The Sauternes region lies some forty kilometres to the south of Bordeaux in the southern Graves area with the river Garonne to the north-east and the forest of Landes to the south and west. Both contribute to the particular meso-climate which makes these rare wines from Sauternes possible. Due to a dramatic, wonderful accident of nature and a set of geographic coincidences, Sauternes is uniquely disposed to produce the finest dessert wines in the world. Good dessert wines are those which provide a luscious grape sweetness on the palate, combined with a fresh crisp acidity. They are however notoriously difficult and expensive to produce, being totally dependent on the vagaries of nature to provide the right conditions for production.

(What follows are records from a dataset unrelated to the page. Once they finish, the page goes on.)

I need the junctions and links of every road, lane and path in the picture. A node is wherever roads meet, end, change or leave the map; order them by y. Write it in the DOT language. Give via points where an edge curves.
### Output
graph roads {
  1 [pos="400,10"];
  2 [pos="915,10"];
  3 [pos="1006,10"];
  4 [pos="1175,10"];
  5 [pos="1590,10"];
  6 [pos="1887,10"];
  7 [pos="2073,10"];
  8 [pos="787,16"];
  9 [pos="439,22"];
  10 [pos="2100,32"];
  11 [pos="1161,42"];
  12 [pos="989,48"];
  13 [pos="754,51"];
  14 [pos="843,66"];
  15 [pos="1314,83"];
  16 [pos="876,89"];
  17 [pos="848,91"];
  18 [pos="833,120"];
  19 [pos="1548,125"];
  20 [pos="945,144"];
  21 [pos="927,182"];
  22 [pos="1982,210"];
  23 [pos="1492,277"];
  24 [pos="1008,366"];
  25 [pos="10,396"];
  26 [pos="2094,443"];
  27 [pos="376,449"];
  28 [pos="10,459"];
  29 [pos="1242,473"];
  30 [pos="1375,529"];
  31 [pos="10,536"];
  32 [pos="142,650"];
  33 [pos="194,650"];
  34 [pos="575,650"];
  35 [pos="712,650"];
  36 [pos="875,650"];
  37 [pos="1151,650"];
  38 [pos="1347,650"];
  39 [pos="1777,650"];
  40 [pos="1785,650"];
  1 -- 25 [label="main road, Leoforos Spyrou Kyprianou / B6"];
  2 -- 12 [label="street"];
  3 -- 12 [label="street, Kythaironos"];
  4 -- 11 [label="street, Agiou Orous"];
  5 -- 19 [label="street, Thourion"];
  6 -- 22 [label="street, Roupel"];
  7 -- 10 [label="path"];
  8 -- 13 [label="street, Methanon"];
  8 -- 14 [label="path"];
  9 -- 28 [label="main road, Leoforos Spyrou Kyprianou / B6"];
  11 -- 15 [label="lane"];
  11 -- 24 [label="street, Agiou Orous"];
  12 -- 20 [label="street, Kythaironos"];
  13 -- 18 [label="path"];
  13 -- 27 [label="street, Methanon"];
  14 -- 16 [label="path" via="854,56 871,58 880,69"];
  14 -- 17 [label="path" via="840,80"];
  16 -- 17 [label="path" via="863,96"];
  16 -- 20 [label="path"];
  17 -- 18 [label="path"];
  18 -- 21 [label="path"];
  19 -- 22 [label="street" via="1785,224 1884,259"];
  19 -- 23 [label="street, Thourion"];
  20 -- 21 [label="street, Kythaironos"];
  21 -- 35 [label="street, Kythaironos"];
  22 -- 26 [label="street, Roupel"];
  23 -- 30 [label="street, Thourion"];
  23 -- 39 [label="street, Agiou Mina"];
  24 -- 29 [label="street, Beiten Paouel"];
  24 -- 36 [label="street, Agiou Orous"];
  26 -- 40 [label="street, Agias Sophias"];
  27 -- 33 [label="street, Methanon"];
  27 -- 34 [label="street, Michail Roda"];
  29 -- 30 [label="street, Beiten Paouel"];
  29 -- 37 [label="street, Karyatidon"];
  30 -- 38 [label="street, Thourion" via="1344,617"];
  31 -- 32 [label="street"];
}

The appellation includes five communes; Sauternes, Bommes, Fargues, Preignac and Barsac. Barsac wines can elect to be labelled Barsac or Sauternes
Soils, as always, play a role in defining character and are responsible for the different nuances in wines which, after all, are produced from the same grape varieties, Sauvignon, Sémillon and Muscadelle. The commune of Sauternes is planted on gravel, clay and sand over clay, gravel and iron. The better sites have good drainage. Gravel is important in Sauternes, as it is in the slopes overlooking the Ciron in the commune of Bommes. Fargues is planted on clay and limestone, with a gravelly-clay subsoil. Preignac, like Barsac is closer to the river and there are substantial alluvial elements in the soil. Slopes across the communes are very variable, as are their aspects, so there is plenty of complexity within the region.
Really special for Sauternes however, are the ideal conditions which promote botrytis cinerea. Foul is fair, it is extraordinary but the secret of delicious Sauternes lies in its grapes developing the most revolting looking rot, botrytis cinerea – so called noble rot. It looks anything but noble, it has to be said, reducing ripe, healthy-looking fruit to shrivelled, brown, hideously bearded creatures. The fact is, that in the right conditions, this does not act as a rot, it ameliorates rather than deteriorates. The grapes, in losing water to the fungus, concentrate both their acidity and their sugars. What is ultimately crushed is raisin-like, sweet and unctuous,producing a fraction of what the pre-botrytis bunches would have rendered. Musts are extremely rich and concentrated but, and this is extremely important, there is no loss of acidity.
Towards the end of September, as other parts of Bordeaux are praying for continued sunshine to ripen the remaining Cabernets, Sauternes can be humid, mild and sometimes foggy, with sunshine breaking through later in the day. A thin stream, the Ciron flows through Landes forest, destined for the Garonne river. Whilst the large river has gradually warmed up during the summer, the Ciron remains ice-cold and it is the meeting of these contrasting temperatures in the Garonne which creates the morning mists. Ideally the mornings will be hazy and humid, the mist gradually being burned off by the rising sun, clearing by midday. The conditions are rather uncomfortable for the mere human but are perfect for the development of noble rot. Sadly the conditions which create the finest wines are rare and it is only the very best properties, being adequately funded, which can take full advantage of the results, even in very good years. The noble rot begins to form during misty, rather mild nights and accelerates during the day, eating away at the water within the grapes. There is no stop-watch and the grapes will proceed in their own good time, demanding that several passages are made through the vines to pick at the optimum moment. Harvests can stretch over two expensive months during the most climatically variable times of the year. Bad weather or excessive humidity can easily swing the pendulum with noble rot giving way to grey rot, which ruins the crop.Further expense is due to the pitifully low yields since, after all,the process is all about evaporation.
The best of Sauternes is therefore truly great – glistening gold, luscious and perfumed with a rapier of acidity which lifts the wines, gives it a focus and makes people smile. Unfortunately much of what is produced, still with the legal right to bear the name Sauternes, is simply sweet white wine.